Dans des affaires mettant en cause des organisations politiques, le parquet soumis à l’exécutif devrait systématiquement se dessaisir au profit des juges du siège, fonctionnnellement et statutairement indépendants.
Telle est l’analyse de Paul Cassia, Professeur des Universités en droit (Université Paris I – Panthéon Sorbonne) dans un article de blog « Perquisitions France Insoumise: la faute du parquet » publié ce jour ici.
Manifestement le Professur Cassia n’a pas de sympathie particulière pour la FI, encore moins pour J-L Mélenchon… Mais il connaît le droit, est attaché aux libertés publiques fondamentales et à ce titre mesure l’enjeu et la gravité de ce qui se joue dans notre pays actuellement du point de vue démocratique.
Extraits…
« Les perquisitions judiciaires visant la France insoumise ont été réalisées dans le cadre d’une enquête préliminaire diligentée par le parquet de Paris. Certes, les perquisitions semblent avoir (pour certaines au moins) été autorisées par une ordonnance d’un JLD prise en application de l’article 76 du Code de procédure pénale, ce qui permet de se passer de l’assentiment de la personne chez qui la perquisition a lieu à la fois pour entrer dans le local et pour y saisir des pièces à conviction.
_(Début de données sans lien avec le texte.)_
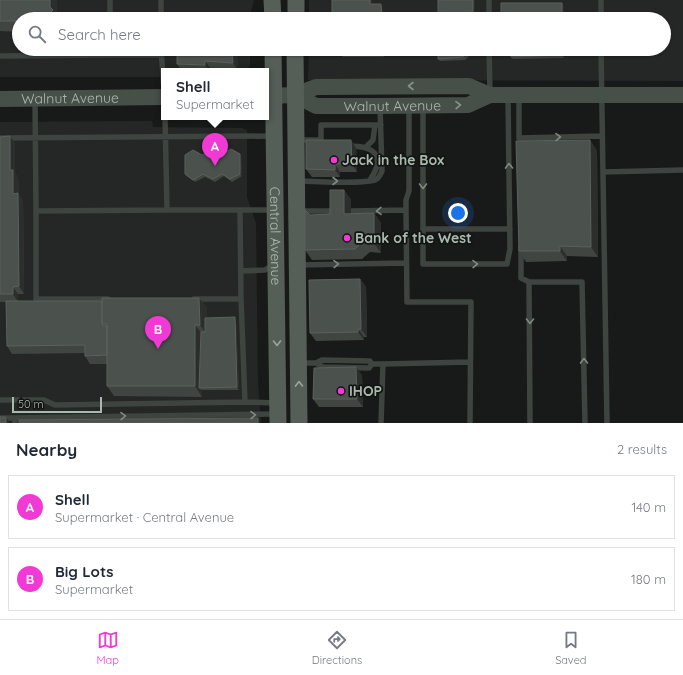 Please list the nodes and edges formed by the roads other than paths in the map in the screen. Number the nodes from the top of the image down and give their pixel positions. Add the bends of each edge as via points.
1 (110, 0) edge
2 (161, 0) edge
3 (272, 0) edge
4 (296, 0) edge
5 (489, 0) edge
6 (601, 0) edge
7 (110, 12) edge
8 (161, 12) edge
9 (272, 12) edge
10 (296, 12) edge
11 (489, 12) edge
12 (601, 12) edge
13 (0, 56) edge
14 (12, 56) edge
15 (162, 56) edge
16 (273, 56) edge
17 (295, 56) edge
18 (489, 56) edge
19 (602, 56) edge
20 (163, 68) edge
21 (295, 95) junction
22 (490, 95) junction
23 (513, 95) junction
24 (602, 95) junction
25 (683, 95) edge
26 (270, 96) edge
27 (161, 97) edge
28 (0, 99) edge
29 (36, 99) junction
30 (380, 106) junction
31 (416, 106) junction
32 (165, 120) edge
33 (378, 125) junction
34 (165, 136) junction
35 (275, 136) junction
36 (602, 136) junction
37 (0, 138) edge
38 (36, 138) junction
39 (519, 138) junction
40 (296, 143) junction
41 (519, 145) edge
42 (326, 146) edge
43 (341, 146) edge
44 (366, 147) junction
45 (683, 170) edge
46 (603, 172) junction
47 (370, 180) junction
48 (296, 181) junction
49 (167, 210) junction
50 (240, 210) junction
51 (276, 210) junction
52 (406, 210) junction
53 (36, 211) junction
54 (337, 211) edge
55 (351, 211) dead end
56 (296, 212) junction
57 (423, 229) junction
58 (510, 229) junction
59 (521, 241) edge
60 (406, 263) junction
61 (276, 264) junction
62 (297, 265) junction
63 (241, 271) junction
64 (529, 282) junction
65 (114, 299) edge
66 (190, 299) edge
67 (242, 299) junction
68 (298, 340) junction
69 (470, 362) junction
70 (298, 363) junction
71 (383, 364) junction
72 (0, 400) edge
73 (245, 402) junction
74 (278, 413) edge
75 (0, 418) edge
76 (14, 421) edge
77 (299, 423) edge
78 (381, 423) edge
79 (470, 423) edge
80 (530, 423) edge
81 (585, 423) edge
82 (607, 423) edge

1 - 7 lane
2 - 8 lane
3 - 9 main road
4 - 10 main road
5 - 11 lane
6 - 12 lane
13 - 14 lane
15 - 20 lane
16 - 26 main road, Central Avenue
17 - 21 main road, Central Avenue
18 - 22 lane
19 - 24 lane
22 -> 21 street, Walnut Avenue via 469,86 316,87
21 - 26 street, Walnut Avenue
21 - 30 street, Walnut Avenue via 316,106
21 - 40 main road, Central Avenue
22 - 23 street, Walnut Avenue
31 -> 22 street, Walnut Avenue via 468,105
23 - 24 street, Walnut Avenue
23 - 39 lane
58 -> 23 lane
24 - 25 street, Walnut Avenue
24 - 36 lane
26 - 35 main road, Central Avenue
27 - 29 street, Walnut Avenue
28 - 29 street, Walnut Avenue
29 - 38 lane
30 - 31 street, Walnut Avenue
30 - 33 lane
31 - 52 lane
31 -> 57 lane
32 - 34 lane
33 - 40 lane via 320,125 320,140
33 - 44 lane via 373,140
33 - 47 lane via 382,171 379,178
34 - 35 lane
34 - 38 lane
34 - 49 lane
35 - 51 main road, Central Avenue
39 -> 36 lane
36 - 46 lane
37 - 38 lane
38 - 53 lane
39 - 41 lane
40 - 42 lane
40 - 48 main road, Central Avenue
43 - 44 lane
44 - 47 lane via 375,152 377,158 375,173
45 - 46 lane
46 - 82 lane
48 -> 47 lane
48 - 56 main road, Central Avenue
49 - 50 lane
49 - 53 lane
50 - 51 lane
50 - 63 lane
51 - 61 main road, Central Avenue
52 -> 55 lane
52 - 60 lane
53 - 65 lane via 36,299
54 - 56 lane
56 - 62 main road, Central Avenue
57 - 58 lane
57 -> 58 lane via 423,264 507,264
59 - 64 lane via 521,278
62 -> 60 lane
60 - 69 lane via 407,302 470,302
61 - 63 lane via 265,270
61 - 68 main road via 282,266 286,276 286,326
61 -> 74 main road, Central Avenue
62 - 68 main road, Central Avenue
63 - 67 lane
64 -> 80 lane
81 -> 64 lane via 582,282
66 - 67 lane
67 - 73 lane
68 - 70 main road, Central Avenue
69 - 71 lane
69 - 79 lane
70 - 71 lane via 316,363 322,360 370,361 372,364
77 -> 70 main road, Central Avenue
71 - 78 lane
72 - 73 lane via 44,400 55,405
73 - 74 lane
76 -> 74 lane
75 - 76 lane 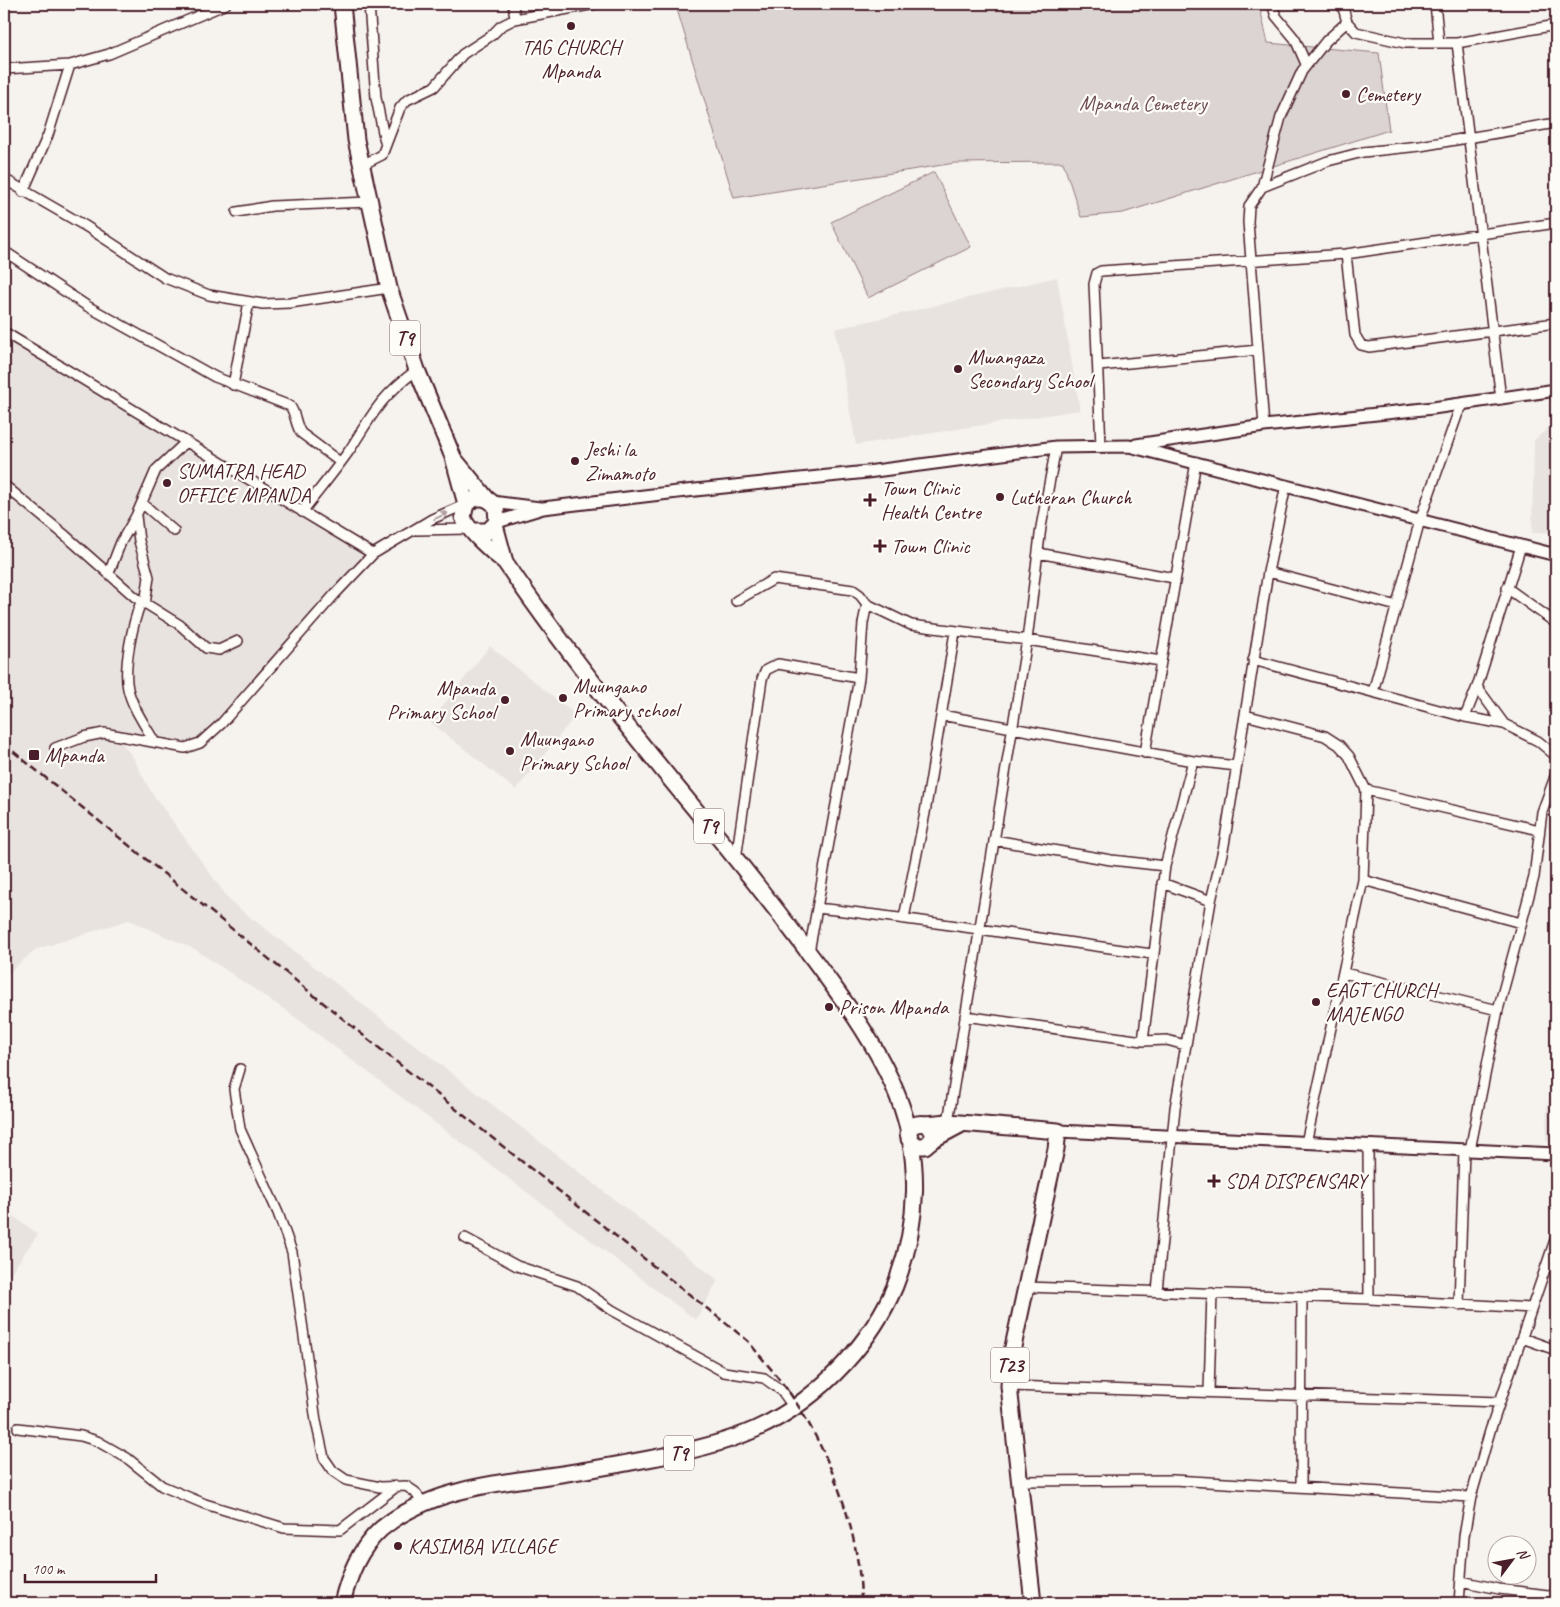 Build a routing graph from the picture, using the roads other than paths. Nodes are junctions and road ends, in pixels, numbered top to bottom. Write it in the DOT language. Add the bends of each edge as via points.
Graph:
graph roads {
  1 [pos="226,4"];
  2 [pos="342,4"];
  3 [pos="369,4"];
  4 [pos="513,4"];
  5 [pos="595,4"];
  6 [pos="1272,4"];
  7 [pos="1342,4"];
  8 [pos="1435,4"];
  9 [pos="515,19"];
  10 [pos="1346,22"];
  11 [pos="1556,25"];
  12 [pos="1458,42"];
  13 [pos="1439,43"];
  14 [pos="1306,64"];
  15 [pos="70,65"];
  16 [pos="4,68"];
  17 [pos="1556,123"];
  18 [pos="1469,137"];
  19 [pos="385,145"];
  20 [pos="362,165"];
  21 [pos="4,179"];
  22 [pos="1262,187"];
  23 [pos="23,192"];
  24 [pos="369,202"];
  25 [pos="237,212"];
  26 [pos="1556,223"];
  27 [pos="1481,234"];
  28 [pos="4,252"];
  29 [pos="1346,254"];
  30 [pos="1251,262"];
  31 [pos="389,288"];
  32 [pos="249,302"];
  33 [pos="1556,323"];
  34 [pos="1492,331"];
  35 [pos="4,332"];
  36 [pos="1258,350"];
  37 [pos="1099,366"];
  38 [pos="417,370"];
  39 [pos="233,385"];
  40 [pos="1556,390"];
  41 [pos="1501,399"];
  42 [pos="1462,407"];
  43 [pos="1264,426"];
  44 [pos="186,442"];
  45 [pos="1101,446"];
  46 [pos="1129,446"];
  47 [pos="1056,447"];
  48 [pos="453,457"];
  49 [pos="340,462"];
  50 [pos="1196,462"];
  51 [pos="1286,484"];
  52 [pos="4,485"];
  53 [pos="489,500"];
  54 [pos="142,503"];
  55 [pos="466,504"];
  56 [pos="543,508"];
  57 [pos="302,512"];
  58 [pos="136,516"];
  59 [pos="1420,520"];
  60 [pos="496,523"];
  61 [pos="417,530"];
  62 [pos="472,530"];
  63 [pos="174,531"];
  64 [pos="1521,546"];
  65 [pos="373,554"];
  66 [pos="1038,554"];
  67 [pos="1556,555"];
  68 [pos="505,562"];
  69 [pos="1268,572"];
  70 [pos="109,573"];
  71 [pos="1174,578"];
  72 [pos="1507,588"];
  73 [pos="736,601"];
  74 [pos="143,603"];
  75 [pos="867,604"];
  76 [pos="1397,606"];
  77 [pos="1556,624"];
  78 [pos="955,632"];
  79 [pos="1026,640"];
  80 [pos="238,641"];
  81 [pos="1253,660"];
  82 [pos="1161,661"];
  83 [pos="859,678"];
  84 [pos="1477,688"];
  85 [pos="1373,692"];
  86 [pos="941,714"];
  87 [pos="1245,715"];
  88 [pos="1465,717"];
  89 [pos="1504,724"];
  90 [pos="1012,728"];
  91 [pos="154,741"];
  92 [pos="55,748"];
  93 [pos="1145,753"];
  94 [pos="1556,756"];
  95 [pos="1193,762"];
  96 [pos="1237,766"];
  97 [pos="1556,774"];
  98 [pos="1366,790"];
  99 [pos="1539,830"];
  100 [pos="994,840"];
  101 [pos="736,859"];
  102 [pos="1165,866"];
  103 [pos="1363,880"];
  104 [pos="1162,883"];
  105 [pos="1211,902"];
  106 [pos="817,908"];
  107 [pos="904,918"];
  108 [pos="1522,923"];
  109 [pos="979,930"];
  110 [pos="809,952"];
  111 [pos="1153,954"];
  112 [pos="1344,973"];
  113 [pos="1498,1010"];
  114 [pos="965,1016"];
  115 [pos="1143,1041"];
  116 [pos="1185,1045"];
  117 [pos="240,1069"];
  118 [pos="899,1099"];
  119 [pos="923,1123"];
  120 [pos="955,1123"];
  121 [pos="1058,1131"];
  122 [pos="909,1137"];
  123 [pos="1171,1137"];
  124 [pos="930,1142"];
  125 [pos="1306,1142"];
  126 [pos="1368,1146"];
  127 [pos="1467,1150"];
  128 [pos="1556,1154"];
  129 [pos="916,1179"];
  130 [pos="1556,1237"];
  131 [pos="465,1238"];
  132 [pos="1547,1266"];
  133 [pos="1556,1269"];
  134 [pos="1026,1287"];
  135 [pos="1158,1291"];
  136 [pos="1212,1293"];
  137 [pos="1302,1298"];
  138 [pos="1369,1299"];
  139 [pos="1459,1305"];
  140 [pos="1532,1308"];
  141 [pos="1522,1338"];
  142 [pos="1556,1350"];
  143 [pos="1009,1386"];
  144 [pos="1209,1391"];
  145 [pos="1303,1396"];
  146 [pos="1500,1402"];
  147 [pos="795,1408"];
  148 [pos="18,1428"];
  149 [pos="1019,1481"];
  150 [pos="1301,1486"];
  151 [pos="396,1487"];
  152 [pos="1471,1497"];
  153 [pos="423,1503"];
  154 [pos="1461,1581"];
  155 [pos="1556,1596"];
  156 [pos="342,1603"];
  157 [pos="1033,1603"];
  158 [pos="1459,1603"];
  1 -- 15 [label="street" via="124,49"];
  2 -- 20 [label="main road, T9" via="350,93"];
  3 -- 19 [label="street" via="376,98"];
  4 -- 9 [label="street"];
  5 -- 9 [label="street"];
  6 -- 14 [label="street" via="1276,16 1295,39"];
  7 -- 10 [label="street"];
  8 -- 13 [label="street"];
  9 -- 19 [label="street" via="463,54 434,87 407,100 395,115"];
  10 -- 13 [label="street" via="1356,32 1376,37 1405,43"];
  10 -- 14 [label="street"];
  11 -- 12 [label="street"];
  12 -- 13 [label="street"];
  12 -- 18 [label="street"];
  14 -- 22 [label="street" via="1281,117"];
  15 -- 16 [label="street"];
  15 -- 23 [label="street" via="48,135"];
  17 -- 18 [label="street"];
  18 -- 22 [label="street" via="1347,155"];
  18 -- 27 [label="street"];
  19 -- 20 [label="street" via="382,155"];
  20 -- 24 [label="main road, T9"];
  21 -- 23 [label="street"];
  22 -- 30 [label="street" via="1249,206"];
  23 -- 32 [label="street" via="165,278 209,295"];
  24 -- 25 [label="street" via="272,206"];
  24 -- 31 [label="main road, T9"];
  26 -- 27 [label="street"];
  27 -- 29 [label="street"];
  27 -- 34 [label="street"];
  28 -- 39 [label="street" via="87,306"];
  29 -- 30 [label="street"];
  29 -- 34 [label="street" via="1355,335 1361,345"];
  30 -- 36 [label="street"];
  30 -- 37 [label="street" via="1104,270 1097,274 1095,302"];
  31 -- 32 [label="street" via="290,303"];
  31 -- 38 [label="main road, T9"];
  32 -- 39 [label="street"];
  33 -- 34 [label="street"];
  34 -- 41 [label="street"];
  35 -- 44 [label="street"];
  36 -- 37 [label="street"];
  36 -- 43 [label="street"];
  37 -- 45 [label="street"];
  38 -- 48 [label="main road, T9"];
  38 -- 49 [label="street" via="385,396"];
  39 -- 49 [label="street" via="290,406 301,433"];
  40 -- 41 [label="street"];
  41 -- 43 [label="street"];
  42 -- 59 [label="street"];
  43 -- 46 [label="street"];
  44 -- 54 [label="street" via="156,470"];
  44 -- 57 [label="street"];
  45 -- 46 [label="street"];
  45 -- 47 [label="street"];
  46 -- 50 [label="street"];
  47 -- 56 [label="street" via="867,472"];
  47 -- 66 [label="street"];
  48 -- 53 [label="main road, T9"];
  48 -- 55 [label="main road, T9"];
  49 -- 57 [label="street"];
  50 -- 51 [label="street"];
  50 -- 71 [label="street"];
  51 -- 59 [label="street"];
  51 -- 69 [label="street"];
  52 -- 70 [label="street"];
  53 -- 55 [label="main road" via="472,500"];
  53 -- 56 [label="street"];
  53 -- 60 [label="main road, T9" via="496,508"];
  54 -- 58 [label="street"];
  54 -- 63 [label="street"];
  61 -- 55 [label="street, one-way"];
  55 -- 62 [label="main road, T9" via="463,517"];
  56 -- 60 [label="street"];
  57 -- 65 [label="street"];
  58 -- 70 [label="street"];
  58 -- 74 [label="street" via="149,577"];
  59 -- 64 [label="street"];
  59 -- 76 [label="street"];
  60 -- 62 [label="main road" via="488,531"];
  60 -- 68 [label="main road, T9"];
  61 -- 62 [label="street"];
  61 -- 65 [label="street"];
  62 -- 68 [label="main road, T9" via="489,550"];
  64 -- 67 [label="street"];
  64 -- 72 [label="street"];
  65 -- 91 [label="street" via="221,724 200,743 185,748"];
  66 -- 71 [label="street"];
  66 -- 79 [label="street"];
  68 -- 101 [label="main road, T9" via="586,674"];
  69 -- 76 [label="street"];
  69 -- 81 [label="street"];
  70 -- 74 [label="street"];
  71 -- 82 [label="street"];
  72 -- 77 [label="street"];
  72 -- 84 [label="street"];
  73 -- 75 [label="street" via="767,582 783,579 853,590"];
  74 -- 80 [label="street" via="180,625 206,648 219,650"];
  74 -- 91 [label="street" via="134,621 126,676 128,691"];
  75 -- 78 [label="street" via="911,625"];
  75 -- 83 [label="street"];
  76 -- 85 [label="street"];
  78 -- 79 [label="street"];
  78 -- 86 [label="street"];
  79 -- 82 [label="street"];
  79 -- 90 [label="street"];
  81 -- 85 [label="street"];
  81 -- 87 [label="street"];
  82 -- 93 [label="street"];
  83 -- 101 [label="street" via="778,664 766,670 762,679"];
  83 -- 106 [label="street"];
  84 -- 88 [label="street"];
  84 -- 89 [label="street"];
  85 -- 88 [label="street"];
  86 -- 90 [label="street"];
  86 -- 107 [label="street" via="926,813"];
  87 -- 96 [label="street"];
  87 -- 98 [label="street" via="1325,736 1348,756"];
  88 -- 89 [label="street"];
  89 -- 94 [label="street" via="1538,741"];
  90 -- 93 [label="street"];
  90 -- 100 [label="street"];
  91 -- 92 [label="street" via="104,733"];
  93 -- 95 [label="street"];
  95 -- 96 [label="street"];
  95 -- 102 [label="street"];
  96 -- 105 [label="street"];
  97 -- 99 [label="street"];
  98 -- 99 [label="street"];
  98 -- 103 [label="street"];
  99 -- 108 [label="street" via="1534,877"];
  100 -- 102 [label="street"];
  100 -- 109 [label="street"];
  101 -- 110 [label="main road, T9"];
  102 -- 104 [label="street"];
  103 -- 108 [label="street"];
  103 -- 112 [label="street"];
  104 -- 105 [label="street"];
  104 -- 111 [label="street"];
  105 -- 116 [label="street"];
  106 -- 107 [label="street"];
  106 -- 110 [label="street"];
  107 -- 109 [label="street"];
  108 -- 113 [label="street"];
  109 -- 111 [label="street"];
  109 -- 114 [label="street"];
  110 -- 118 [label="main road, T9" via="859,1021"];
  111 -- 115 [label="street"];
  112 -- 113 [label="street"];
  112 -- 125 [label="street"];
  113 -- 127 [label="street"];
  114 -- 115 [label="street"];
  114 -- 120 [label="street"];
  115 -- 116 [label="street" via="1167,1040"];
  116 -- 123 [label="street"];
  117 -- 151 [label="street" via="234,1089 240,1129 292,1252 324,1458 333,1471 346,1480"];
  118 -- 119 [label="main road, T9"];
  118 -- 122 [label="main road, T9"];
  119 -- 120 [label="main road"];
  119 -- 122 [label="main road" via="914,1124"];
  119 -- 124 [label="main road, T9" via="932,1131"];
  120 -- 121 [label="main road"];
  120 -- 124 [label="main road"];
  121 -- 123 [label="street"];
  121 -- 134 [label="main road, T23"];
  122 -- 124 [label="main road" via="917,1146"];
  122 -- 129 [label="main road, T9"];
  123 -- 125 [label="street"];
  123 -- 135 [label="street"];
  124 -- 129 [label="main road, T9"];
  125 -- 126 [label="street"];
  126 -- 127 [label="street"];
  126 -- 138 [label="street"];
  127 -- 128 [label="street"];
  127 -- 139 [label="street"];
  129 -- 147 [label="main road, T9" via="905,1256 880,1318 837,1372"];
  130 -- 132 [label="street"];
  131 -- 147 [label="street" via="517,1266 577,1286 612,1310 720,1369 764,1378 782,1391"];
  132 -- 133 [label="street"];
  132 -- 140 [label="street"];
  134 -- 135 [label="street"];
  134 -- 143 [label="main road, T23" via="1011,1356"];
  135 -- 136 [label="street"];
  136 -- 137 [label="street"];
  136 -- 144 [label="street"];
  137 -- 138 [label="street"];
  137 -- 145 [label="street"];
  138 -- 139 [label="street"];
  139 -- 140 [label="street"];
  140 -- 141 [label="street"];
  141 -- 142 [label="street"];
  141 -- 146 [label="street"];
  143 -- 144 [label="street"];
  143 -- 149 [label="main road, T23"];
  144 -- 145 [label="street"];
  145 -- 146 [label="street"];
  145 -- 150 [label="street"];
  146 -- 152 [label="street"];
  147 -- 153 [label="main road, T9" via="745,1435 702,1449 512,1481"];
  148 -- 151 [label="street" via="81,1436 97,1442 112,1448 162,1486 182,1496 284,1528 340,1530"];
  149 -- 150 [label="street" via="1173,1480"];
  149 -- 157 [label="main road, T23"];
  150 -- 152 [label="street"];
  151 -- 153 [label="street" via="410,1488"];
  152 -- 154 [label="street"];
  153 -- 156 [label="main road, T9" via="379,1531 367,1545 353,1568"];
  154 -- 155 [label="street"];
  154 -- 158 [label="street"];
}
Mais ce filet est d’une faible résistance pour la protection des libertés individuelles puisque ce juge indépendant statue in abstracto, sans débat contradictoire (impossible pour préserver l’effet de surprise inhérent à une perquisition), au vu du seul dossier que lui présente le parquet : c’est une garantie de papier, insuffisamment effective.
Les perquisitions du 16 octobre illustrent une fois de plus que la France est certes un Etat de droit, à l’instar de la plupart des Etats d’ailleurs, mais d’une piètre qualité, ou du moins dont la qualité ne fait que se dégrader depuis 1986…
Les conséquences concrètes des perquisitions du mardi 16 octobre sont d’une gravité démocratique inouïe, monstrueuse : depuis cette date et pour une durée indéterminée, des documents – clés USB, fichiers informatiques, carnets… – retraçant la vie d’un parti politique d’opposition, contenant des pans entiers de la vie privée de ses dirigeants, sont entre les mains du ministère de la Justice et du ministère de l’Intérieur ! Les agents publics qui les détiennent peuvent les exploiter à leur guise ! Ils peuvent les copier, et c’est sans doute déjà fait pour tout ou partie d’entre eux ! Leurs propriétaires n’ont pas de moyens légaux de récupérer les originaux des supports papiers ou informatiques tant que l’affaire n’aura pas été classée sans suite par le parquet ou tant qu’une information judiciaire n’aura pas été ouverte (v. l’article 41-4 du Code de procédure pénale) ! L’exécutif est en capacité de se faire communiquer le contenu ou le résultat de l’exploitation de tous ces supports informatiques ou papier !…
En tout état de cause, même si un juge d’instruction avait été saisi, les officiers de police judiciaire, fonctionnaires du ministère de l’Intérieur, sont en mesure de communiquer à leur ministre toute information à leur disposition résultant de l’analyse de biens saisis au cours d’une perquisition – c’est pourquoi il est indispensable de rattacher la police judiciaire à un service public de la justice indépendant, et non plus au ministère de l’Intérieur.
Aucun démocrate, aucun républicain, ne peut accepter un tel risque, une telle potentialité de privatisation de la justice pénale. La violence politique qu’elle porte, à supposer même qu’elle ne soit que théorique, est indigne du pays de Montesquieu et de l’esprit de la Déclaration des droits de l’homme et du citoyen de 1789.
L’article 4 de la Constitution dispose que les partis politiques – tous les partis politiques – « exercent leur activité librement ». L’accaparement de données confidentielles à l’un quelconque de ces partis par des magistrats et des officiers de police judiciaire soumis à l’autorité de l’exécutif constitue un insupportable manquement à cette liberté constitutionnelle.